Esa mañana del martes, en medio de la tormenta pero aún con las calles desoladas y las casas cerradas a cal y canto, escuché a un hombre pasar vendiendo aguacates. Un optimista apresurado – pensé entonces- llevando su carretilla. 

 La corriente se iría pronto, las imágenes de La Coloma, San Luis y otros pueblos de Pinar comenzaban a inundar Facebook y Twitter: casas que perdieron paredes, techos, o ambos, delatan entre escombros el agobio pesaroso de quienes no pueden regresar adonde vivían.  Sobre las calles mojadas, un paisaje de troncos y cables en el suelo son constantes en las fotografías.  

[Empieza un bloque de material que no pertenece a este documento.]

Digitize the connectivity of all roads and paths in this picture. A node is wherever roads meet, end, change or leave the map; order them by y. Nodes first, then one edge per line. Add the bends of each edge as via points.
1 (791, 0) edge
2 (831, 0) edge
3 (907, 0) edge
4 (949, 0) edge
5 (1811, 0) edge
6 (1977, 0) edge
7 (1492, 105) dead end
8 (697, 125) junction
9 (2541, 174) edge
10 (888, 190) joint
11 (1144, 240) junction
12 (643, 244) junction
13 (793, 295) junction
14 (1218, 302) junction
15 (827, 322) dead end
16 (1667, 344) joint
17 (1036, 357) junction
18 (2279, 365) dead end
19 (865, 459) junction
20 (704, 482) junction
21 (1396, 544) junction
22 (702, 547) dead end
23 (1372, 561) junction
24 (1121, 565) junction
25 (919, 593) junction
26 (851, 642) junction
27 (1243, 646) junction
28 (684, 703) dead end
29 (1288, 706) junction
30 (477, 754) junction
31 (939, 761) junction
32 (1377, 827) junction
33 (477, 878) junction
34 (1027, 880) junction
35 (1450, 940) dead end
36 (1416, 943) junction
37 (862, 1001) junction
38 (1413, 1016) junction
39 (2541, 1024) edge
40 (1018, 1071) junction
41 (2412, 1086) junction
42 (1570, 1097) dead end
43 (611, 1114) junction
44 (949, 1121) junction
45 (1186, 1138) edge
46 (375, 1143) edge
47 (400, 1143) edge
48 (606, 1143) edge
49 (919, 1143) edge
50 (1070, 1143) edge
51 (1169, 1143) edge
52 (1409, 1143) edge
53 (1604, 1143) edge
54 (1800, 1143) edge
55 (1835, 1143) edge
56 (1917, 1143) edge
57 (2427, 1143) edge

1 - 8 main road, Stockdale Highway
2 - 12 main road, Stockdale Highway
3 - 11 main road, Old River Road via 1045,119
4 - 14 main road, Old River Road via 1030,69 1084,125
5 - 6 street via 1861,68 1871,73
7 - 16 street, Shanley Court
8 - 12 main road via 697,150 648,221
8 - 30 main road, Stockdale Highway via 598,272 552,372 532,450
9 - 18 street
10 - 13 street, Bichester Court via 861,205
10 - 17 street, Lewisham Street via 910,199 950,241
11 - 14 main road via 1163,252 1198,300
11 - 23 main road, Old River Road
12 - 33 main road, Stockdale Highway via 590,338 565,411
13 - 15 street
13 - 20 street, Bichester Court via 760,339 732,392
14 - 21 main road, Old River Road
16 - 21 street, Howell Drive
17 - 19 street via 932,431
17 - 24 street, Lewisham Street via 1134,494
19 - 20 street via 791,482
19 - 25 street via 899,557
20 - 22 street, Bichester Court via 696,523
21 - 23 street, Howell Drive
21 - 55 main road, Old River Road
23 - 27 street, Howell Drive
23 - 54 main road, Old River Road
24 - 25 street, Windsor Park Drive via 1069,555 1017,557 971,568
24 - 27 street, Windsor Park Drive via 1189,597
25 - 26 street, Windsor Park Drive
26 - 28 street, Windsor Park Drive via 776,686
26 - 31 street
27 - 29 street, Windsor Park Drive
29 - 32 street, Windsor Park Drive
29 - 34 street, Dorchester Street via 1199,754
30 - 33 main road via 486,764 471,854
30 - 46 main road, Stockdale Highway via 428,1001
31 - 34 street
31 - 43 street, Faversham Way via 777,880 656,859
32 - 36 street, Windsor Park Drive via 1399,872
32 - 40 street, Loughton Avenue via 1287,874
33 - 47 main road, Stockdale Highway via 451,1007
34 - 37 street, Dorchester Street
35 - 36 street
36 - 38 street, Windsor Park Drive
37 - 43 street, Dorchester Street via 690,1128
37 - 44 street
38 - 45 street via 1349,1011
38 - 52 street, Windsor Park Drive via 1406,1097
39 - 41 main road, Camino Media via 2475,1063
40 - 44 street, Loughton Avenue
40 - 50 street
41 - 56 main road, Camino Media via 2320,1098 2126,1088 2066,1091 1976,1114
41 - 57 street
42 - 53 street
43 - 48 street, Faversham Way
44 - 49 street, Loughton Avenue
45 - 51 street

Antes de que mi Internet se cortara, una amiga compartía en un grupo de trabajo de WhatsApp que no lograba comunicar con su familia en Pinar. En la misma situación, yo intentaba infructuosamente llamar a los míos, e imaginé que habría mucha gente igual: rezando, pidiendo, esperando, con la esperanza enredada entre las manos.

 Y eso se debe a que siempre queremos que los daños sean como las palmas canas, pequeños y pocos, y las cosas buenas como las reales, que se erigen y crecen superando expectativas. 

 #FuerzaPinar se repite ahora como mantra. Allende la imperiosidad de recuperarse realmente y del todo, es una suerte de ansia coreada en pos de tiempos mejores y más dadivosos, como los mogotes de Viñales, que prosperan en verde sin que nada los detenga.